[Saved data entries]
________________________
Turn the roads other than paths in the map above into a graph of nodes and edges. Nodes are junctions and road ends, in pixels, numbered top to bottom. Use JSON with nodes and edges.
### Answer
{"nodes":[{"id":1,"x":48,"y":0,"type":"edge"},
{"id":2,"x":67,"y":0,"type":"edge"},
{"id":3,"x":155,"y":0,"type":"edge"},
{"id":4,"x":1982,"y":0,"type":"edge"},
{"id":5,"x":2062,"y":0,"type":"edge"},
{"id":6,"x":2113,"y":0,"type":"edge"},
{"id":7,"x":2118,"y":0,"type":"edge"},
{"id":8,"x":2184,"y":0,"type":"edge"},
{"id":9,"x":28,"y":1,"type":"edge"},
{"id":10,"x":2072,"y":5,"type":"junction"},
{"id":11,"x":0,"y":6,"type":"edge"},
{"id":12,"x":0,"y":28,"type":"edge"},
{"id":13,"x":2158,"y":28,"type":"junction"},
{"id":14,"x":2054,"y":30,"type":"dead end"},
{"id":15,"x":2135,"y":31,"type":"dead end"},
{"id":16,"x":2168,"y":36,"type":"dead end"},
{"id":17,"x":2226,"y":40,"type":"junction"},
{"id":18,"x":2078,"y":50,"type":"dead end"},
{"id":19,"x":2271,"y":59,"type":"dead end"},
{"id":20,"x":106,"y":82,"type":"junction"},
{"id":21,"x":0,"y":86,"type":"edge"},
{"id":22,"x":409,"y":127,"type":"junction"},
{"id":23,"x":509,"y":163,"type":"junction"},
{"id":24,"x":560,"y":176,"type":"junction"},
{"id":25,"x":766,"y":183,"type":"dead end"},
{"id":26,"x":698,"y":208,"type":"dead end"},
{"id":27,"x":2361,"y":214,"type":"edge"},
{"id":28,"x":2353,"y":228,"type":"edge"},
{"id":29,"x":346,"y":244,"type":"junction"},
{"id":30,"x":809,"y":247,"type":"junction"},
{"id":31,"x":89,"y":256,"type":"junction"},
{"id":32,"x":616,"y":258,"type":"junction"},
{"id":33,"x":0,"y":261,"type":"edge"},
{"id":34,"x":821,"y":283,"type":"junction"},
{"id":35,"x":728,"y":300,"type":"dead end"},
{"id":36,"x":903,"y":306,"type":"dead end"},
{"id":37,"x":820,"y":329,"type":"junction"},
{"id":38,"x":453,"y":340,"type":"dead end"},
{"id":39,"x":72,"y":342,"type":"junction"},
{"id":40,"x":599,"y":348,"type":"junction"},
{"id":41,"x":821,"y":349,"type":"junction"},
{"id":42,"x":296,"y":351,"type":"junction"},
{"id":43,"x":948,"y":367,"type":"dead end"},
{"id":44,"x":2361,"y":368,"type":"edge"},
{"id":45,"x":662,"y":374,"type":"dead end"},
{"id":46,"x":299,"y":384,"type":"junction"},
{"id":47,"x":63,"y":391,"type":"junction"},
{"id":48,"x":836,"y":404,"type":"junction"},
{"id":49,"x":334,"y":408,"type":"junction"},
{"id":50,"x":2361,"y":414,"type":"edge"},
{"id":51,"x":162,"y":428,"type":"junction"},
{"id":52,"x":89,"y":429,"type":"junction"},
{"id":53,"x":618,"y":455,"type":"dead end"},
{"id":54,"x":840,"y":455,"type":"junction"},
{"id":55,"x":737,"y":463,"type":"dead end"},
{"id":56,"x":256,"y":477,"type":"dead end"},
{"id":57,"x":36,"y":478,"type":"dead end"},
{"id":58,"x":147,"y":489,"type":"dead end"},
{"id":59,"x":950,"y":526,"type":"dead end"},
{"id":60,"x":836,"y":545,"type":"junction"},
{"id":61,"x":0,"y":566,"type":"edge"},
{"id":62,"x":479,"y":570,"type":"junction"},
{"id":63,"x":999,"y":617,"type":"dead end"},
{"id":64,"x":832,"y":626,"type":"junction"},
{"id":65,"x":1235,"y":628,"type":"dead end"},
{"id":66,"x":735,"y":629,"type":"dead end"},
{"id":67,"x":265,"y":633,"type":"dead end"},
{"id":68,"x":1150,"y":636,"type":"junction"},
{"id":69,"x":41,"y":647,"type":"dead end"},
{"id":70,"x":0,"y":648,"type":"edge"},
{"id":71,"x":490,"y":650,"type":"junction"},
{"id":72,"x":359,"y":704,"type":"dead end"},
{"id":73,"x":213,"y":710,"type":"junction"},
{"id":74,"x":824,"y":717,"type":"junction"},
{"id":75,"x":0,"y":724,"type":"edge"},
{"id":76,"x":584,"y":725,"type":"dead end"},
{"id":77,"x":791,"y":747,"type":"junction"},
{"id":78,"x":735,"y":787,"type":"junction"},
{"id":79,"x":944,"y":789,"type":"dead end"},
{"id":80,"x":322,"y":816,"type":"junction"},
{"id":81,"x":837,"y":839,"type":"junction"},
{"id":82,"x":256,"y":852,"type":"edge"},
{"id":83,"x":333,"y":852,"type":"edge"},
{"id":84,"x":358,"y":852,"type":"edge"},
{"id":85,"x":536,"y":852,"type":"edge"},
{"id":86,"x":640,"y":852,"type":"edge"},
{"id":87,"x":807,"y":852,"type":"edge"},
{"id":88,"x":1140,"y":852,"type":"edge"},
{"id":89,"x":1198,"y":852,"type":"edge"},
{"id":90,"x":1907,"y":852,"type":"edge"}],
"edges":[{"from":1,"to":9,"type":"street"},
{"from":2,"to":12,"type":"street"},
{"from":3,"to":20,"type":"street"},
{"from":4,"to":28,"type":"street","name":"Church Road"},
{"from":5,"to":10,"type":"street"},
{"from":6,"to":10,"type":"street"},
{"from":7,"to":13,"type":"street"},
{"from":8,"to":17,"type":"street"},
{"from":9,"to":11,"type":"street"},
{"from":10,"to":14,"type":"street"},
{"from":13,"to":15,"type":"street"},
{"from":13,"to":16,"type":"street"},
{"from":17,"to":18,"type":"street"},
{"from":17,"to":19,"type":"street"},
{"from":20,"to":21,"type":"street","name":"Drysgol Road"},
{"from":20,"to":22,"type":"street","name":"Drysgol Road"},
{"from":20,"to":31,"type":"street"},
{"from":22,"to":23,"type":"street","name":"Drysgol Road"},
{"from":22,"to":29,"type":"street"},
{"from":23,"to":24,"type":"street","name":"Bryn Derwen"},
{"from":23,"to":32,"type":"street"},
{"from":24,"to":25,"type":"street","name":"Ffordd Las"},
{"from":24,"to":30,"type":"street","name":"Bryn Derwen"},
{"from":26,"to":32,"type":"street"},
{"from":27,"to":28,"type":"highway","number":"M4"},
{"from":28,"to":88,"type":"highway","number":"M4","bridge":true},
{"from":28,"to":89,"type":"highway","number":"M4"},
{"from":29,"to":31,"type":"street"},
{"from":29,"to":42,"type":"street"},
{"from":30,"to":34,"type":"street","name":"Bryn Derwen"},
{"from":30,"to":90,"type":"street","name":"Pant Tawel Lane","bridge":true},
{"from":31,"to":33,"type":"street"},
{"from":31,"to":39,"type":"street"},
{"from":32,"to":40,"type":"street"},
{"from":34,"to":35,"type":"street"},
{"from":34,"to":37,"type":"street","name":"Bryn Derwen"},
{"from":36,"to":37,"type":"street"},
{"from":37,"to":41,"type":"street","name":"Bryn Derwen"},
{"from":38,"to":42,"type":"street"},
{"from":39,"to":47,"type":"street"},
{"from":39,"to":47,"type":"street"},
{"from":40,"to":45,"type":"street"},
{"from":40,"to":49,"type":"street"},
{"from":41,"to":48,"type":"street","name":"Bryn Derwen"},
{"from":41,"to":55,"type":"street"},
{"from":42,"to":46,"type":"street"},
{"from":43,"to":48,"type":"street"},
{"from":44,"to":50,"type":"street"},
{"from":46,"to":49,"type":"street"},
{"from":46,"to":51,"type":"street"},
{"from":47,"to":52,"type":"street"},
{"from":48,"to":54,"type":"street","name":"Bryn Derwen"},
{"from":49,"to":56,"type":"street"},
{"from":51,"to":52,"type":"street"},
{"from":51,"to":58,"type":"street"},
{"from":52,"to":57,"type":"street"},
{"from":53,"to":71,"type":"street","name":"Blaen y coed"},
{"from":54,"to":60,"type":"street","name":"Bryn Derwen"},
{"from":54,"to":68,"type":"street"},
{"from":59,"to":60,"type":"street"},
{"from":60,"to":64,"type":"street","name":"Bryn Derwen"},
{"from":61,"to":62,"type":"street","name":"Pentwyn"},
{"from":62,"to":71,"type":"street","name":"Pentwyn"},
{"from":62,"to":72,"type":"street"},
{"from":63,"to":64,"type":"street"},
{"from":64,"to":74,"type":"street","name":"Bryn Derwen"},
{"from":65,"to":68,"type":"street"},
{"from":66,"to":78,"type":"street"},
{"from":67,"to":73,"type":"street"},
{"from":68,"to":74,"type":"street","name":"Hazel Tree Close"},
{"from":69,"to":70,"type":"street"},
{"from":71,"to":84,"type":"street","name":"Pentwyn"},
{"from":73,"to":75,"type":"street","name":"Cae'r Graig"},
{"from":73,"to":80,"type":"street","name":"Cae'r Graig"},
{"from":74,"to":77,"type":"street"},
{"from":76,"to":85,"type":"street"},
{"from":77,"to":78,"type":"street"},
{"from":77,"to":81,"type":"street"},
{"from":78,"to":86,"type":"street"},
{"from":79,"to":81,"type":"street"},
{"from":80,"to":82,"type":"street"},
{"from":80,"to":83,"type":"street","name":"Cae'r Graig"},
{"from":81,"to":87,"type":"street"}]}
________________________
**Work instruction**: Your reply should contain only the number of lines in the entries above with the word "Bryn".

**Final answer**: 10